Because I am messy; people are messy. Teenagers need more than just help with concert F.
And today was a day that felt like whiplash on a rollercoaster. Up/down. Left/right. Fast/slow. Happy/terrified. Hurt/healed.
So showing up as my whole self means more mess. My life isn’t a series of beautifully curated bento boxes where everything and everyone neatly fits in the compartments I’ve created. It’s a jar of marbles tossed down a staircase over and over again.
And I’ve been struggling to feel like it’s been worth it, the changes I’ve made. And today, as I pushed through the morass, I realized it has been worth it.
It? This it is living.
I’m not burned out. Not run ragged. I’m just feeling the fullness of my experience. And the experience of those around me. And how we share it together. And sometimes it’s easy and sometimes it isn’t. At the same time.

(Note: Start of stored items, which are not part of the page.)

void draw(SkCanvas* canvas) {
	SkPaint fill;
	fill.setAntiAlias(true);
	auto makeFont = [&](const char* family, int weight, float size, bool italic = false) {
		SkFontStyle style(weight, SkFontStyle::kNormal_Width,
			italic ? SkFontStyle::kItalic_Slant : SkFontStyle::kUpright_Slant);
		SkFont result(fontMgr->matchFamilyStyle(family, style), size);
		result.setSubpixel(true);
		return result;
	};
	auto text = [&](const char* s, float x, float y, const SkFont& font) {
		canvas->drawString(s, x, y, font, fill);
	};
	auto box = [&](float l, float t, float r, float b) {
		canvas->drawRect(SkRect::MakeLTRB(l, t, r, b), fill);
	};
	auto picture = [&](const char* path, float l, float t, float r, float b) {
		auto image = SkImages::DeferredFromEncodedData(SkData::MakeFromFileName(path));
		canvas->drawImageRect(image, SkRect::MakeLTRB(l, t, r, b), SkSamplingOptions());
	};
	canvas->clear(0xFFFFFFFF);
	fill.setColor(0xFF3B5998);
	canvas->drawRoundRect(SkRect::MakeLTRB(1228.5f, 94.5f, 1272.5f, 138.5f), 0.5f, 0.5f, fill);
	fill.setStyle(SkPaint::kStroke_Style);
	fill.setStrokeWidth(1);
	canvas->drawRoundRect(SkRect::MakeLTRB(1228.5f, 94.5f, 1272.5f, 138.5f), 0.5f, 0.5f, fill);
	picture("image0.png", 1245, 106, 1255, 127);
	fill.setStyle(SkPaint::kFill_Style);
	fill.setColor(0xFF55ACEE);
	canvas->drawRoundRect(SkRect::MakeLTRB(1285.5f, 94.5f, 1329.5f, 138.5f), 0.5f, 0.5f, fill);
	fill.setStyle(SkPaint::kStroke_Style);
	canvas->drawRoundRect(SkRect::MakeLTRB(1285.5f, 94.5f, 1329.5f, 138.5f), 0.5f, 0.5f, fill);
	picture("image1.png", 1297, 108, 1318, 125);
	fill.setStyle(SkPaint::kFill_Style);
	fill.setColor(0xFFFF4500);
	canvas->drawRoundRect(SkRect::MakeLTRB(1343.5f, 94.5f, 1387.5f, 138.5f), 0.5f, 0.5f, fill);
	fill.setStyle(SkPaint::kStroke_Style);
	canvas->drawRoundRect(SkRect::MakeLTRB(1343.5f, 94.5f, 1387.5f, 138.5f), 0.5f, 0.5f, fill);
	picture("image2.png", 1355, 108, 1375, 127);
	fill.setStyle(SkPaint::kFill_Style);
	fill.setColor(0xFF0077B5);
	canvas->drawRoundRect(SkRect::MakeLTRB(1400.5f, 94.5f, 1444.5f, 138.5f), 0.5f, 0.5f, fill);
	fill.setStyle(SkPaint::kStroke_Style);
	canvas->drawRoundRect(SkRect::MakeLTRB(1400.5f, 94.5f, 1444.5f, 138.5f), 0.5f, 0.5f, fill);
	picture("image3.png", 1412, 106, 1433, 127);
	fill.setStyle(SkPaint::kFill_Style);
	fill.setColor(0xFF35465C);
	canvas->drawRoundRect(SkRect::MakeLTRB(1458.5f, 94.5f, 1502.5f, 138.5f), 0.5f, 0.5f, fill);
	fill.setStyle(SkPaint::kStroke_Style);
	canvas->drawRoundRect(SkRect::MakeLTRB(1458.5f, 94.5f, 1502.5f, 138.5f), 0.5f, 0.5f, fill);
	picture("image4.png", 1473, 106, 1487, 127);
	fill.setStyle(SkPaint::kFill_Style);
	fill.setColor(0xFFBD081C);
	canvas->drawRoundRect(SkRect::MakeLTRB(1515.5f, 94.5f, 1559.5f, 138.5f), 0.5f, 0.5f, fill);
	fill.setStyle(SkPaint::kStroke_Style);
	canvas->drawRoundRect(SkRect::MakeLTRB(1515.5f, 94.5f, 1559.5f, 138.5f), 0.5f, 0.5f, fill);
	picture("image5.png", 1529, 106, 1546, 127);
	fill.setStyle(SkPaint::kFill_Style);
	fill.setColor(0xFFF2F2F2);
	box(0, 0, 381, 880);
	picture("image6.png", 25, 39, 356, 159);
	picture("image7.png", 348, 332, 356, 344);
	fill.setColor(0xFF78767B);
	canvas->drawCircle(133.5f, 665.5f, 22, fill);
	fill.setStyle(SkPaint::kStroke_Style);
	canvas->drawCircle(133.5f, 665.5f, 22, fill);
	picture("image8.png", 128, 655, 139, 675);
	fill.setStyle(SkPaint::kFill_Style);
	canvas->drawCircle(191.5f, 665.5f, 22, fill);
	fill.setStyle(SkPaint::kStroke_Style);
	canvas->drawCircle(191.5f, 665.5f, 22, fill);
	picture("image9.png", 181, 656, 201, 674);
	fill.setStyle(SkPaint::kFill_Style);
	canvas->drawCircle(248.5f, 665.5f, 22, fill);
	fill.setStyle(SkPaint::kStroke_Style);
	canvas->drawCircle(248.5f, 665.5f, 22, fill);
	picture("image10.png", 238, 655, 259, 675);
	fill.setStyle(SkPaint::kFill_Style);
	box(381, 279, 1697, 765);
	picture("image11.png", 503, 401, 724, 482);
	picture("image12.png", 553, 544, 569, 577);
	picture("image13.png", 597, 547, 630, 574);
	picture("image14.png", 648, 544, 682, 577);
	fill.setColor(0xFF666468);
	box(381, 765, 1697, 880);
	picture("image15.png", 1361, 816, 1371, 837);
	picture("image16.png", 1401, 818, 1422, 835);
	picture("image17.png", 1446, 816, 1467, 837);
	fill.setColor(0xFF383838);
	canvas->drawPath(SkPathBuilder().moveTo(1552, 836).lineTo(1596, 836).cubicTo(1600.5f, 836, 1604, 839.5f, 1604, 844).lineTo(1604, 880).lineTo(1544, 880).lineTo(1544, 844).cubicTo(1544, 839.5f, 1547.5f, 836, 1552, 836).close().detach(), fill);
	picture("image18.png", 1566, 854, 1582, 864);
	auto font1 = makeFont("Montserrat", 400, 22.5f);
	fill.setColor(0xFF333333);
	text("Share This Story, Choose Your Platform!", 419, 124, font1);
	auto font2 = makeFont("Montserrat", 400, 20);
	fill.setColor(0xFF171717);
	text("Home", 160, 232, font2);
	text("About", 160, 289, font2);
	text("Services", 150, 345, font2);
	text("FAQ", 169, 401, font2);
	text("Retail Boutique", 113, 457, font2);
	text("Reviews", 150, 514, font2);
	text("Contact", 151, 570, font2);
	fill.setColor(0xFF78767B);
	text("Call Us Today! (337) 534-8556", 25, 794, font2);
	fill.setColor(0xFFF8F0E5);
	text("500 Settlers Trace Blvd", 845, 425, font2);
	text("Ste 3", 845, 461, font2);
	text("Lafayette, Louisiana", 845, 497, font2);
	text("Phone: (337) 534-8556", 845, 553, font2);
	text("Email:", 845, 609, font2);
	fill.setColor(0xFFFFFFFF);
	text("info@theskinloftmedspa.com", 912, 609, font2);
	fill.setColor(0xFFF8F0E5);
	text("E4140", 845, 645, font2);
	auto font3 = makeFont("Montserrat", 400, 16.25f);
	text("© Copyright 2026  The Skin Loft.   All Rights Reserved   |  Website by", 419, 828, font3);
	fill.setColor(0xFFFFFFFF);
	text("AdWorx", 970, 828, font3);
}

My type-A personality is getting accustomed to my insides feeling like a sock drawer where all the socks are present but none of them match. And in that mess, that space, I actually feel closer to my life, my students, my art.
I don’t have a takeaway here. Just needed to get some thoughts out of my head. If something spoke to you, I’m glad.
October is tough for teachers and students. More questions than answers.
Be kind to yourself. You are doing the best you can with what you can give. And that’s enough for now.